* What is required:
In the entries that follow, which lines hold the string "Avenida"? List them.

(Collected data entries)

◇ ◇ ◇

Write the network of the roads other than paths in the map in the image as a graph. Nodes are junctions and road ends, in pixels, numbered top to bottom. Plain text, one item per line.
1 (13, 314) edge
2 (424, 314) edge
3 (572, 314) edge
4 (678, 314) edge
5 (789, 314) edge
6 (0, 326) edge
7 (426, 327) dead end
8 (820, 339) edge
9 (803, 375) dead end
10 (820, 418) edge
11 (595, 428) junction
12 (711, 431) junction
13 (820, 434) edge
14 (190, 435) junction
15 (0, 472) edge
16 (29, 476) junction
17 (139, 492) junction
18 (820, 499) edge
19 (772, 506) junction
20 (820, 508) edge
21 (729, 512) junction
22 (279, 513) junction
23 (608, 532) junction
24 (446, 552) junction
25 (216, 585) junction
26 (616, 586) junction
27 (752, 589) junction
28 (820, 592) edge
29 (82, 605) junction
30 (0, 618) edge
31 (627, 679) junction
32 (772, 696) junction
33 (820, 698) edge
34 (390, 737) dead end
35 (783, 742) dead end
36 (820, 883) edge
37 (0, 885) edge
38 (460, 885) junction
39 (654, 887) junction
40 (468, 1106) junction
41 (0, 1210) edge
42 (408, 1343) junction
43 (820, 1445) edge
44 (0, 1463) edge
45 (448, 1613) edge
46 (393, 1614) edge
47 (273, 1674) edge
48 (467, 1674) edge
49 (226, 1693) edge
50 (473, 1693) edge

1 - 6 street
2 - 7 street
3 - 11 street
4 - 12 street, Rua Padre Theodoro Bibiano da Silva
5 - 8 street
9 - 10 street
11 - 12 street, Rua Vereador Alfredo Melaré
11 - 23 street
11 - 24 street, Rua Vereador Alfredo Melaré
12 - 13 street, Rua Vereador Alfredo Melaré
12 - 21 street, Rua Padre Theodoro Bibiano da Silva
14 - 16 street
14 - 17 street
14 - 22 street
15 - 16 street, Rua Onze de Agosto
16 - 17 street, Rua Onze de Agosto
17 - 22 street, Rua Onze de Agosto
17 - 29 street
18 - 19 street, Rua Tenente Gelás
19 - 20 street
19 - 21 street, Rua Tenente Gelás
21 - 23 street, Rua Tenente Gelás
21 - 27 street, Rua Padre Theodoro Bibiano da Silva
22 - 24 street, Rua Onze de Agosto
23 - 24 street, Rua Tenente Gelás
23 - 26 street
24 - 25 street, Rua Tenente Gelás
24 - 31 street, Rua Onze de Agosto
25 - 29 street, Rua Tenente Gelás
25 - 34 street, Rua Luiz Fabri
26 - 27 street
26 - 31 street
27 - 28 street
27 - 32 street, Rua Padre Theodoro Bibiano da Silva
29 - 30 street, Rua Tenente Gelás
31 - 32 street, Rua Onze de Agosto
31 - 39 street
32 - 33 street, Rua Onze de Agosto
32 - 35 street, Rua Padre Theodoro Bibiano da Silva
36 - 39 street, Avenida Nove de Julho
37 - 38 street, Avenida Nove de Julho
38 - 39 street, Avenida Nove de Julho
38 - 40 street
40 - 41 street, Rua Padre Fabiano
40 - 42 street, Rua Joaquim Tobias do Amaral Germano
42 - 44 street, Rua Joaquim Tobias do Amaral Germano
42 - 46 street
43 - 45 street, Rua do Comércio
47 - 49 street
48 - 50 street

◇ ◇ ◇

* Your response:
36 - 39 street, Avenida Nove de Julho
37 - 38 street, Avenida Nove de Julho
38 - 39 street, Avenida Nove de Julho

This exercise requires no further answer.